== Exercise aim ==
Collect each line of the entries that holds the string "Willard".

== Data provided ==
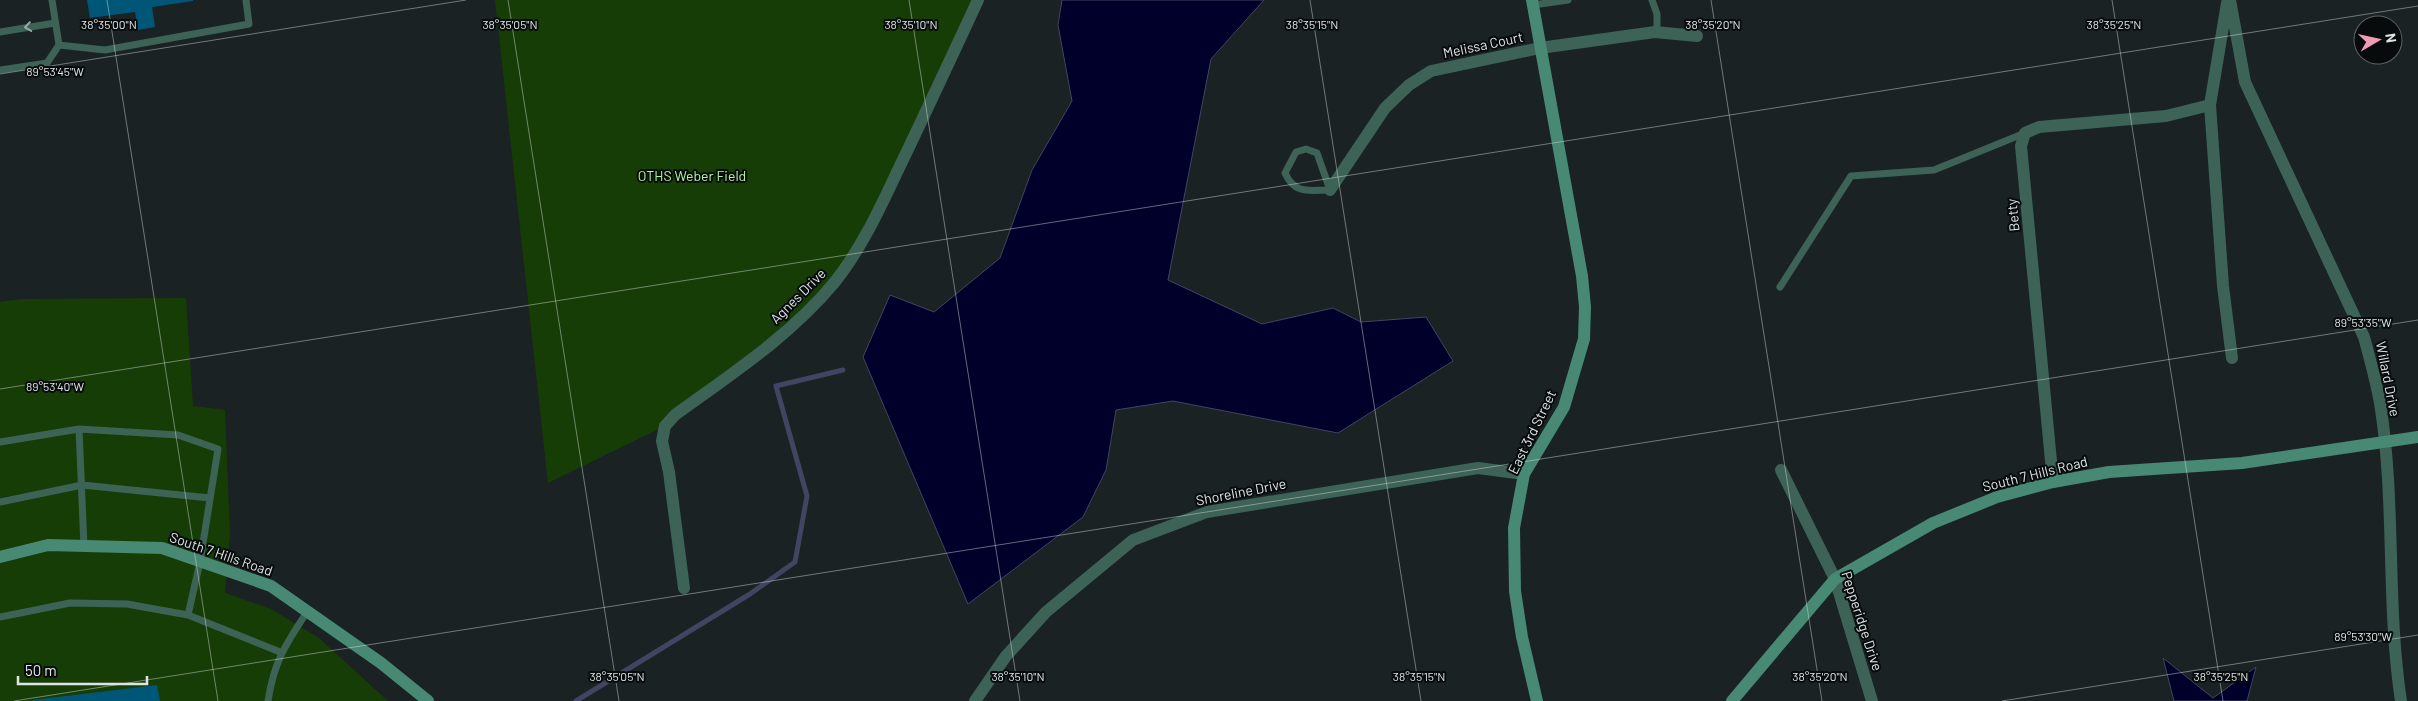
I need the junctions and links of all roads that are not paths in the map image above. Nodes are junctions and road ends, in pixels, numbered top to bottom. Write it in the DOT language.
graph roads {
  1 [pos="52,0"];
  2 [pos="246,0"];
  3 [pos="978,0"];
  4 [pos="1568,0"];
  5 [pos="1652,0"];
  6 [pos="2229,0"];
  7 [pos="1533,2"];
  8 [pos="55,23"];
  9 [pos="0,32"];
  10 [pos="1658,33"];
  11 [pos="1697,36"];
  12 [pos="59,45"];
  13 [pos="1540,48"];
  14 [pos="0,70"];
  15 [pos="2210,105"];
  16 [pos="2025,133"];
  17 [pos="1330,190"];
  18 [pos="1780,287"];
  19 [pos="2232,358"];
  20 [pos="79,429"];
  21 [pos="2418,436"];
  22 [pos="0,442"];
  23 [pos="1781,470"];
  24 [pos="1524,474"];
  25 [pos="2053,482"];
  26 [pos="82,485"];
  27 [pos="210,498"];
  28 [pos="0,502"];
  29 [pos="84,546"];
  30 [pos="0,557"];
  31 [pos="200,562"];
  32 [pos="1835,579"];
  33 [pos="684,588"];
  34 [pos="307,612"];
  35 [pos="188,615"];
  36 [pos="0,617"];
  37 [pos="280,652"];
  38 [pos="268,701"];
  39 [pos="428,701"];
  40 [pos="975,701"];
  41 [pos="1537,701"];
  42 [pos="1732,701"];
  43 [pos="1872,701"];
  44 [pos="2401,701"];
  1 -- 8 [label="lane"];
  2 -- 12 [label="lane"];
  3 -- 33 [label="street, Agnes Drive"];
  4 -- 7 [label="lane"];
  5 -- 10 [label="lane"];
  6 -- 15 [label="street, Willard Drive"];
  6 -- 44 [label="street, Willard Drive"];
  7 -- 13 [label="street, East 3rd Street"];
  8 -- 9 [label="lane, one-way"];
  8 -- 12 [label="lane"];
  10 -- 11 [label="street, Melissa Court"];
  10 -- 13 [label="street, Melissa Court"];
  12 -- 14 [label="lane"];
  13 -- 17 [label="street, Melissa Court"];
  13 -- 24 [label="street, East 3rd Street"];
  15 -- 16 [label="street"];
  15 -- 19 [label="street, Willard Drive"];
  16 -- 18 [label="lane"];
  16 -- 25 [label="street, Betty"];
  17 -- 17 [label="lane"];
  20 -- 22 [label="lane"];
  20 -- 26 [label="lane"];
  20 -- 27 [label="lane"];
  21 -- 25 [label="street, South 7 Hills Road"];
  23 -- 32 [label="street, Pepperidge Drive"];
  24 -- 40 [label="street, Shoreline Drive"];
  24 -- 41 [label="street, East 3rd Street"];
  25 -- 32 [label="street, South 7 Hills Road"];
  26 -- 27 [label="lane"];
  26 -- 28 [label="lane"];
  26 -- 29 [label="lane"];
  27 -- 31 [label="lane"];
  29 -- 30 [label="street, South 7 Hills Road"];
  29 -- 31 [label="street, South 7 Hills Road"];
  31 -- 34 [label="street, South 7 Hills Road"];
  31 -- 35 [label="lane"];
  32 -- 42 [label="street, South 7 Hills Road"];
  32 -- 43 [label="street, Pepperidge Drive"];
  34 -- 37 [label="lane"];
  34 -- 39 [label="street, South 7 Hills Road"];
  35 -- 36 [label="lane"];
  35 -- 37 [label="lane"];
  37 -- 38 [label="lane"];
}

== Solution below ==
  6 -- 15 [label="street, Willard Drive"];
  6 -- 44 [label="street, Willard Drive"];
  15 -- 19 [label="street, Willard Drive"];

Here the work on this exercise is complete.